DETAILED ACTION
The present application, filed on or after March 16, 2013, is being examined under the first inventor to file provisions of the AIA .
Allowable Subject Matter
The claims would be allowable (but for the double patenting rejection below) because the prior art does not teach a method comprising receiving a user request for a content item, wherein the user is associated with a set of preferences or a context, then identifying a group of similar users based on the preference or context, then identifying, for each candidate content item of a group of candidate items, a difference between a first value of a measure of interaction associated with a first portion of the group of similar users after being provided the corresponding candidate item and a second value of the measure of interaction associated with a second portion of the group of similar users after having not been provided the corresponding candidate content item, and then determining a subset of the content items for which the interaction difference satisfies a criterion, identifying an activity rate for each candidate item, and finally identifying (selecting) and providing a candidate item of the subset to provide to the user based on the interaction difference, the activity rate, or context of the user.
The measure of interaction is for the requested video content item, after being provided (or not) the candidate video item. Further, the interaction difference and activity rate are determined regardless of whether they are used to ultimately select a candidate item to provide to the user.

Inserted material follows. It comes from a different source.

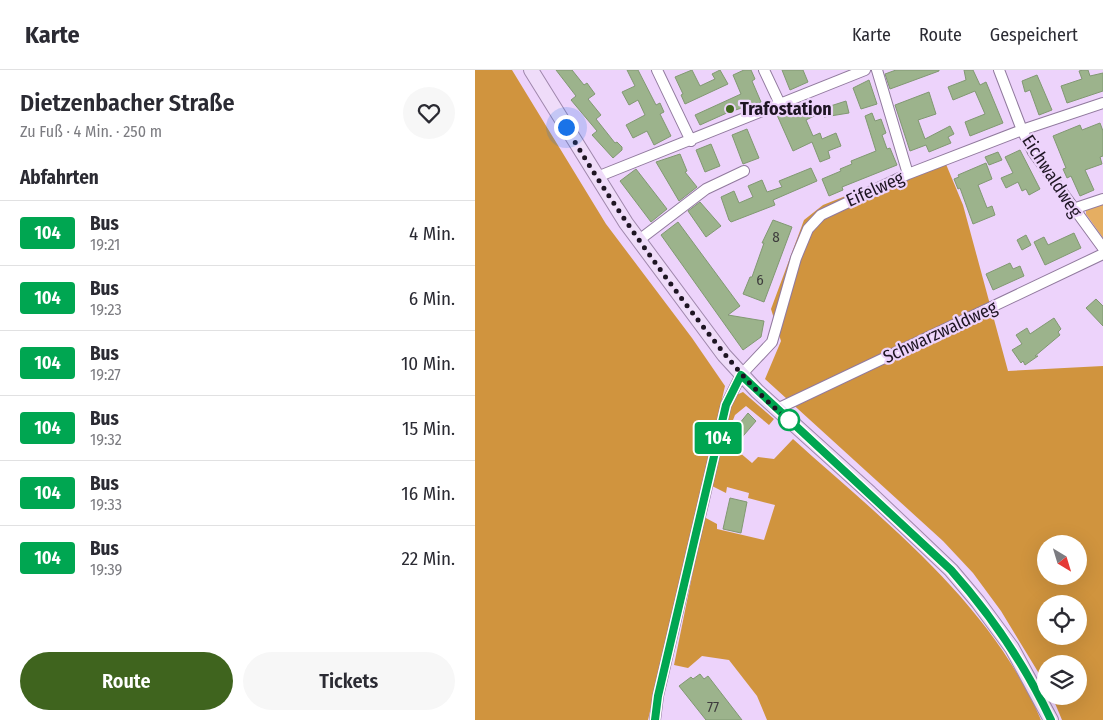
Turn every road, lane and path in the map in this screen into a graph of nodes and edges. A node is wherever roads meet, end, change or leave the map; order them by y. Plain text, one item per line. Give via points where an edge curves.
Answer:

The features cited above, taken together with the rest of the recited limitations, render the claims novel.
Examiner is also persuaded by the applicant’s argument (in parent application 16/933750, Applicant’s Remarks dated 6/1/2021) that the claimed method is performed in response to a request for content, which the cited references do not teach (in Bramucci, for example, a promotional item is requested, rather than targeted in response to a content request). That portion of the argument is reproduced below:
Specifically, Villars and Natoli do not mention receiving a request from a user to view a video content item, and hence cannot teach or describe "upon receiving the request from the user to view the video content item, identifying a first promotional video item corresponding to the video content item," as recited in amended claim 1 (emphasis added).
Bramucci teaches displaying a multimedia or video to a consumer in response to the consumer clicking on an online ad. (Bramucci, [0173]). As agreed during the Examiner interview, Bramucci fails to teach or suggest "upon receiving the request from the user to view the video content item, identifying a first promotional video item corresponding to the video content item," as recited in amended claim 1 (emphasis added).
Any comments considered necessary by applicant must be submitted no later than the payment of the issue fee and, to avoid processing delays, should preferably accompany the issue fee. Such submissions should be clearly labeled “Comments on Statement of Reasons for Allowance.”
Double Patenting
Claims 1-20 are rejected on the ground of nonstatutory obviousness-type double patenting as being unpatentable over claims 1-20 of U.S. Patent No. 12,155,883. Although the conflicting claims are not identical, they are not patentably distinct from each other because the examined application claims would have been anticipated by the reference claims. Both sets of claims are directed to a method of ranking candidate content items based on comparative watch times, and one of ordinary skill would see the claims in question as obvious variants of each other.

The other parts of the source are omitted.